We in this paper study nonlinear bending of a functionally graded porous nanobeam subjected to multiple physical load based on the nonlocal strain gradient theory. For more reasonable analysis of nanobeams made of porous functionally graded magneto-thermo-electro-elastic materials (PFGMTEEMs), both constituent materials and the porosity appear gradient distribution in the present expression of effective material properties, which is much more suitable to the actual compared with the conventional expression of effective material properties. Besides the displacement function regarding physical neutral surface is introduced to analyze mechanical behaviors of beams made of FGMs. Then we derive nonlinear governing equations of PFGMTEEMs beams using the principle of Hamilton. To obtain analytical solutions, a two-step perturbation method is developed in nonuniform electric field and magnetic field, and then we use it to solve nonlinear equations.
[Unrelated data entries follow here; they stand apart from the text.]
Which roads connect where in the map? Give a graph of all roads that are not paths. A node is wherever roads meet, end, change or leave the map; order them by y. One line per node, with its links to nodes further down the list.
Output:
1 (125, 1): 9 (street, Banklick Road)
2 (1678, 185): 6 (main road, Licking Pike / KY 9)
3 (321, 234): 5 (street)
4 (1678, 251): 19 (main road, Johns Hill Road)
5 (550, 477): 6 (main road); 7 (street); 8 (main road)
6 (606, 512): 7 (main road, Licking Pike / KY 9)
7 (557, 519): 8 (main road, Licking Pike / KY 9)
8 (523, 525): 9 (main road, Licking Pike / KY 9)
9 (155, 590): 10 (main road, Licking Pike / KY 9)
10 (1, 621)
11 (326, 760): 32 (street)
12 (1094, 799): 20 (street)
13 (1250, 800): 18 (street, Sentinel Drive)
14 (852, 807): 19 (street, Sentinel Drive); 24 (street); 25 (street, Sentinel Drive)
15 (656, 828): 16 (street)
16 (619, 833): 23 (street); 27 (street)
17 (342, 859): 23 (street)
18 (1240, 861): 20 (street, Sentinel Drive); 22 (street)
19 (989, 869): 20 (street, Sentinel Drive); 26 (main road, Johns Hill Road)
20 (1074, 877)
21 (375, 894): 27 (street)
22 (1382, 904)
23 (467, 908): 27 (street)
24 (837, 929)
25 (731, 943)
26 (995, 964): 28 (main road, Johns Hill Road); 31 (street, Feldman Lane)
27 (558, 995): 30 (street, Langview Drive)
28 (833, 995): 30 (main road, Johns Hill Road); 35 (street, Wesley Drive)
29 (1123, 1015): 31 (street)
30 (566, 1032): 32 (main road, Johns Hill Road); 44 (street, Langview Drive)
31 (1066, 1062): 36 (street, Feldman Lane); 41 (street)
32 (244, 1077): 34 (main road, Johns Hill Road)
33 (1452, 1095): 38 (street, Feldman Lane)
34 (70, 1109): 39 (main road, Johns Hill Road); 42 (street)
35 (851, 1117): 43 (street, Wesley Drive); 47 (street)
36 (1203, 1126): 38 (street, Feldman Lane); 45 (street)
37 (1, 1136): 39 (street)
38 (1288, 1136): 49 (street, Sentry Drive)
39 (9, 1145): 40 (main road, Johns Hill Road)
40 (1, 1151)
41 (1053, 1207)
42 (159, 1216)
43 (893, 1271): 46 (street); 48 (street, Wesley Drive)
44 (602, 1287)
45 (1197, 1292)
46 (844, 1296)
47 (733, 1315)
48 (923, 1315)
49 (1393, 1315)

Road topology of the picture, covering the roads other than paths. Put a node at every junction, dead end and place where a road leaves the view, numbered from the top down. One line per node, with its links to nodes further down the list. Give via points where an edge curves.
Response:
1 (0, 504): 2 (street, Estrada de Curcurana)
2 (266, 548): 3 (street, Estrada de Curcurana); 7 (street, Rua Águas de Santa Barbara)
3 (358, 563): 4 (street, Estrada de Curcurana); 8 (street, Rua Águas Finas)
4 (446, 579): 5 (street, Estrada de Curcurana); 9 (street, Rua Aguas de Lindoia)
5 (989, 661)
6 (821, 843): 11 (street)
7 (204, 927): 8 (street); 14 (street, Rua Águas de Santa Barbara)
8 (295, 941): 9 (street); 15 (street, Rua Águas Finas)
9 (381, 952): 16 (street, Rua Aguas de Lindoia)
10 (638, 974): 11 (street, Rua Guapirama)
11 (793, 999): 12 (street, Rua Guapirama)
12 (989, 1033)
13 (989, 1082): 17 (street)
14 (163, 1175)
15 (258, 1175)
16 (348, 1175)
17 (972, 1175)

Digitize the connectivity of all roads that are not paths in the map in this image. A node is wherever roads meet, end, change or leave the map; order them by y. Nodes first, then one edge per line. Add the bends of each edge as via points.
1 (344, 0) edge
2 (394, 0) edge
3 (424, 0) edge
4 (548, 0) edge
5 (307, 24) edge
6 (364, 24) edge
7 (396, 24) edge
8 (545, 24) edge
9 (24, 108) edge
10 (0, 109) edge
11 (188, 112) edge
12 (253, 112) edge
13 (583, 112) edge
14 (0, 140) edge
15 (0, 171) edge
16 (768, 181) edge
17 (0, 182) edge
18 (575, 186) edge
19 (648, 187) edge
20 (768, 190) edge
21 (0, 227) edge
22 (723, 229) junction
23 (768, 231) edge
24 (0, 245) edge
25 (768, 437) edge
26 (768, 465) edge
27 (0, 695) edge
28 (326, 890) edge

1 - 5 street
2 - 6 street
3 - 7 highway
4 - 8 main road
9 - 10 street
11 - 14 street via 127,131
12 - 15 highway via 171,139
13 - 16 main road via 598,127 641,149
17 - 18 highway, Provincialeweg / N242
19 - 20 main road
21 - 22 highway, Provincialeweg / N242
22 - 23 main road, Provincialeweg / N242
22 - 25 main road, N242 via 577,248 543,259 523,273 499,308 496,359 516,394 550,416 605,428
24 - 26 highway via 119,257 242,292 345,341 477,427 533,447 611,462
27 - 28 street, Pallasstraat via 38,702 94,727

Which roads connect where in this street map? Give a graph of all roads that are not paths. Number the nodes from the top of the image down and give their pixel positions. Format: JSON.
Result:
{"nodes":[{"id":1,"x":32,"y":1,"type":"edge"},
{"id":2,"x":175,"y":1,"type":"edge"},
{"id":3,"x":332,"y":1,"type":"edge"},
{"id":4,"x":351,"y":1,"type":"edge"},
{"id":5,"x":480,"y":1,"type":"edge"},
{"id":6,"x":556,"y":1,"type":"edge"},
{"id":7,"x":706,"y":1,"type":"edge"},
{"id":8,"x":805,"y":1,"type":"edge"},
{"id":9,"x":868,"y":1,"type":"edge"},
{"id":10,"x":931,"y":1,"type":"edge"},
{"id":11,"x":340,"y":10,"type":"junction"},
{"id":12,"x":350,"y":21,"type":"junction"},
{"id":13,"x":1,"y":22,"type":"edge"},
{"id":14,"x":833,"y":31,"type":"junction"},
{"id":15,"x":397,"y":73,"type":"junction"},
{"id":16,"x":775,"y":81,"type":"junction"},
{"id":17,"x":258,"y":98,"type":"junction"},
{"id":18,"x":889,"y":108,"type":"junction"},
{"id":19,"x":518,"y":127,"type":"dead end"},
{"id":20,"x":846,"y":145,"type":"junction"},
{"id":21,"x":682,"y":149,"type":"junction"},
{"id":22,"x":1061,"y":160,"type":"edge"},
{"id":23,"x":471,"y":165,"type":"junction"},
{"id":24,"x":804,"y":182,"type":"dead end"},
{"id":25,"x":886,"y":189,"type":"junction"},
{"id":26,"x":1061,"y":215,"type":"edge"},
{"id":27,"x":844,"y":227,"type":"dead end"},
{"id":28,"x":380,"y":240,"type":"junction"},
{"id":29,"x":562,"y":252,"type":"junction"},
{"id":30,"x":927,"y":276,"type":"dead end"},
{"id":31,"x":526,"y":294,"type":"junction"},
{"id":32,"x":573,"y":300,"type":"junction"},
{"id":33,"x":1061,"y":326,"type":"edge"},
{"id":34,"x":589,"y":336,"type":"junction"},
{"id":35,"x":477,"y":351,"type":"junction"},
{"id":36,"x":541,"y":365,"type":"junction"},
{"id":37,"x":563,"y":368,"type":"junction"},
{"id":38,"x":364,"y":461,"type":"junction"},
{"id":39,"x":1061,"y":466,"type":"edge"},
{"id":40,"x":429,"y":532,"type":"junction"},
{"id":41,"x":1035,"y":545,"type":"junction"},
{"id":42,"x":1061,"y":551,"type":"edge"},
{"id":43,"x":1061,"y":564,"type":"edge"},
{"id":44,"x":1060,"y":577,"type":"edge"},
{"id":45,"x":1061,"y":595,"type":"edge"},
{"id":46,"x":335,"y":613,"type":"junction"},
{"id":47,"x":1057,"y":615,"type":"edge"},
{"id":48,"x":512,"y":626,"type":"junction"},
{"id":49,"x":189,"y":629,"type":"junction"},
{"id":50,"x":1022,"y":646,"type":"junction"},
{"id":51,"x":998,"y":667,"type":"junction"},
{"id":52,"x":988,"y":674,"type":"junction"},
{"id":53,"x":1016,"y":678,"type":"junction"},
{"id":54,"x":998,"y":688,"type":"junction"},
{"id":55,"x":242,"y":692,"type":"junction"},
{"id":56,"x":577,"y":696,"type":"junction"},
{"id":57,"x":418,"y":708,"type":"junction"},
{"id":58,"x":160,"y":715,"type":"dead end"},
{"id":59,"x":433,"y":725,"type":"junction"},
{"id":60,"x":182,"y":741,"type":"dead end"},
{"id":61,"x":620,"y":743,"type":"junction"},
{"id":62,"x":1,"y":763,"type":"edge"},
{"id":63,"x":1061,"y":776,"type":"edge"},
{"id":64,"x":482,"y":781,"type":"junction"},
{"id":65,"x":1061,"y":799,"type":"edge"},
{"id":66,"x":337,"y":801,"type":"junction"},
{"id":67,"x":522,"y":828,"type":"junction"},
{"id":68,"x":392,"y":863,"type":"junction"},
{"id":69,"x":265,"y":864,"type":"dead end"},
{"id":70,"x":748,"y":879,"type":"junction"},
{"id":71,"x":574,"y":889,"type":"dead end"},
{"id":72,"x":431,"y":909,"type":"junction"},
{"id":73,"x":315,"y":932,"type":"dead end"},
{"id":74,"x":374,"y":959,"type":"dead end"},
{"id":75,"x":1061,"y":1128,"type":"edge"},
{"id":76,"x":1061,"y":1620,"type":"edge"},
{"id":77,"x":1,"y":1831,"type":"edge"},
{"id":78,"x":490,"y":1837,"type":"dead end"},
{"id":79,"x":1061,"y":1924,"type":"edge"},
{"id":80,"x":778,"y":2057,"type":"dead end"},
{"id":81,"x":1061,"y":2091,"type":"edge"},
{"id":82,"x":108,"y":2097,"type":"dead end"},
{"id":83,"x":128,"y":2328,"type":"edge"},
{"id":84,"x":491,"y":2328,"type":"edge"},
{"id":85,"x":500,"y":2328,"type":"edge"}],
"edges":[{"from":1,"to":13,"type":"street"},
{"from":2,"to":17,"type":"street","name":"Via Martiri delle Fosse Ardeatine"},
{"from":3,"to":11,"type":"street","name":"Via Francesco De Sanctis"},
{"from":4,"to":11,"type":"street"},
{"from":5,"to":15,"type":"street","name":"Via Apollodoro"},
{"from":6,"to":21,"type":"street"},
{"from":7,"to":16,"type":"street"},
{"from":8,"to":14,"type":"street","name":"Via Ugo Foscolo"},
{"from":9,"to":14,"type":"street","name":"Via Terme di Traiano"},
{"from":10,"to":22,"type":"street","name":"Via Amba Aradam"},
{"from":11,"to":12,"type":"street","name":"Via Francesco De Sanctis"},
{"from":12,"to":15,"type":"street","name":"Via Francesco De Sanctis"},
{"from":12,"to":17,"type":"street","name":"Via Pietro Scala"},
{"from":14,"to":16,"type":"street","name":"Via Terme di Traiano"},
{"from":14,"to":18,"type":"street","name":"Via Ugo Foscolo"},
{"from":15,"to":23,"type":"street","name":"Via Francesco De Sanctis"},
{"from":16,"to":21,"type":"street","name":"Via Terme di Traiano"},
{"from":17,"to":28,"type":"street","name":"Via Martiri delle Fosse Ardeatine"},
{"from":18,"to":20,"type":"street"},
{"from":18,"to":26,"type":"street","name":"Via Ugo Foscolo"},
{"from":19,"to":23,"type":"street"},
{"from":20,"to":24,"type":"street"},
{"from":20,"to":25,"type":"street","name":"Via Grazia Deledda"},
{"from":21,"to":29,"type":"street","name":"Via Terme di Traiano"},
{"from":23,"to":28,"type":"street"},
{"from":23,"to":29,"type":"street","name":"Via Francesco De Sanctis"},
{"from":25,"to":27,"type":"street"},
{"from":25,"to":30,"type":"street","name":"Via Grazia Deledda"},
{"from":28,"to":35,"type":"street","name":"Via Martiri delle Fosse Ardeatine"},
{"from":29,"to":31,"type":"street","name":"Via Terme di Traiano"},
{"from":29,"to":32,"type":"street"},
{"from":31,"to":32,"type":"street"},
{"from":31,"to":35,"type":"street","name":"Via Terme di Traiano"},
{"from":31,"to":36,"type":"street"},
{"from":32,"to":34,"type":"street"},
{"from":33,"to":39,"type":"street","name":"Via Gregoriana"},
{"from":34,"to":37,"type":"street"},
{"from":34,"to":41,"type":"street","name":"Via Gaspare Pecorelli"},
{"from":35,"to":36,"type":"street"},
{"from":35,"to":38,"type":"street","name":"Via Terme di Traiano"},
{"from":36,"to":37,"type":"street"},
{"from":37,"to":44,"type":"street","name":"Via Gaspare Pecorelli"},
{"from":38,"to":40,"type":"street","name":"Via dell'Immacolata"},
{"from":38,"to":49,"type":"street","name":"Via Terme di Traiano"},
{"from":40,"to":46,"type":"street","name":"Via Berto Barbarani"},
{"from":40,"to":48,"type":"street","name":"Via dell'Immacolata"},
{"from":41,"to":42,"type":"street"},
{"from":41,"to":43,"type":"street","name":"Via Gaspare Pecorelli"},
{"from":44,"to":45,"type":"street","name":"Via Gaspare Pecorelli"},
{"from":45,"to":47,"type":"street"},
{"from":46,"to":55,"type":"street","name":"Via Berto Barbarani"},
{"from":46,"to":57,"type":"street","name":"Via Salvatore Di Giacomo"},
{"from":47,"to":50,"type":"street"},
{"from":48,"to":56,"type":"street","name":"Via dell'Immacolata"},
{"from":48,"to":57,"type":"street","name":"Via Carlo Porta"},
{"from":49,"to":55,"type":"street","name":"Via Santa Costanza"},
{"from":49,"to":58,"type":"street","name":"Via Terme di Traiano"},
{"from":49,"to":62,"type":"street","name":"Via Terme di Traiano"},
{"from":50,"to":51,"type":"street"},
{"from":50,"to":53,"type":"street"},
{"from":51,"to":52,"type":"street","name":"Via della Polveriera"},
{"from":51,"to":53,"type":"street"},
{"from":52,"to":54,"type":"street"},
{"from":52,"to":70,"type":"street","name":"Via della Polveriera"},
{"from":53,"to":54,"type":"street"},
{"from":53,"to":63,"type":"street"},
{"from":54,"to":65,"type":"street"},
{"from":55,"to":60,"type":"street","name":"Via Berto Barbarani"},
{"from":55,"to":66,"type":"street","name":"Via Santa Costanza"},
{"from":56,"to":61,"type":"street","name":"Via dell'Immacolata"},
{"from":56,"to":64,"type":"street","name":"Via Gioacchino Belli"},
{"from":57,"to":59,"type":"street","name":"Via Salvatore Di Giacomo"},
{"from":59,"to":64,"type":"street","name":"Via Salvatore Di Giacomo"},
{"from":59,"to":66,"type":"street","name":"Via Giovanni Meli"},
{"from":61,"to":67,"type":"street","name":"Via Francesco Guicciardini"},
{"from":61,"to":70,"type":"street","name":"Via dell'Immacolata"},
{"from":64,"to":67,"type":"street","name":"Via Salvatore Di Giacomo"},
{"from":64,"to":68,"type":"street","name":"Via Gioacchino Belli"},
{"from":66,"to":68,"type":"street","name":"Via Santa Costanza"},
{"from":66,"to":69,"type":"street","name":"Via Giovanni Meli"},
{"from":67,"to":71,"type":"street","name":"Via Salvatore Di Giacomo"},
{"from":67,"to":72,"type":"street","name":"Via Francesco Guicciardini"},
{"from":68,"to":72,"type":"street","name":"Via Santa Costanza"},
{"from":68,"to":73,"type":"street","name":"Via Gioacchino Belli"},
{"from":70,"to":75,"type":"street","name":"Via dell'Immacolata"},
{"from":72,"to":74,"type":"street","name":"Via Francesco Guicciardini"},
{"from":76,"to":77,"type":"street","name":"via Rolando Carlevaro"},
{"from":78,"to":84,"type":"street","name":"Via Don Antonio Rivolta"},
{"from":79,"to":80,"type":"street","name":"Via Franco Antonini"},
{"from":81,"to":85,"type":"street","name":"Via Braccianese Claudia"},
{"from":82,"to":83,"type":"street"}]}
Finally, the analytical solutions are utilized to perform a parametric analysis, where the effect of various physical parameters on static bending deformation of nanobeams are studied in detail, such as the nonlocal parameter, strain gradient parameter, the ratio of nonlocal parameter to strain gradient parameter, porosity volume fraction, material volume fraction index, temperature, initial magnetic potentials and external electric potentials.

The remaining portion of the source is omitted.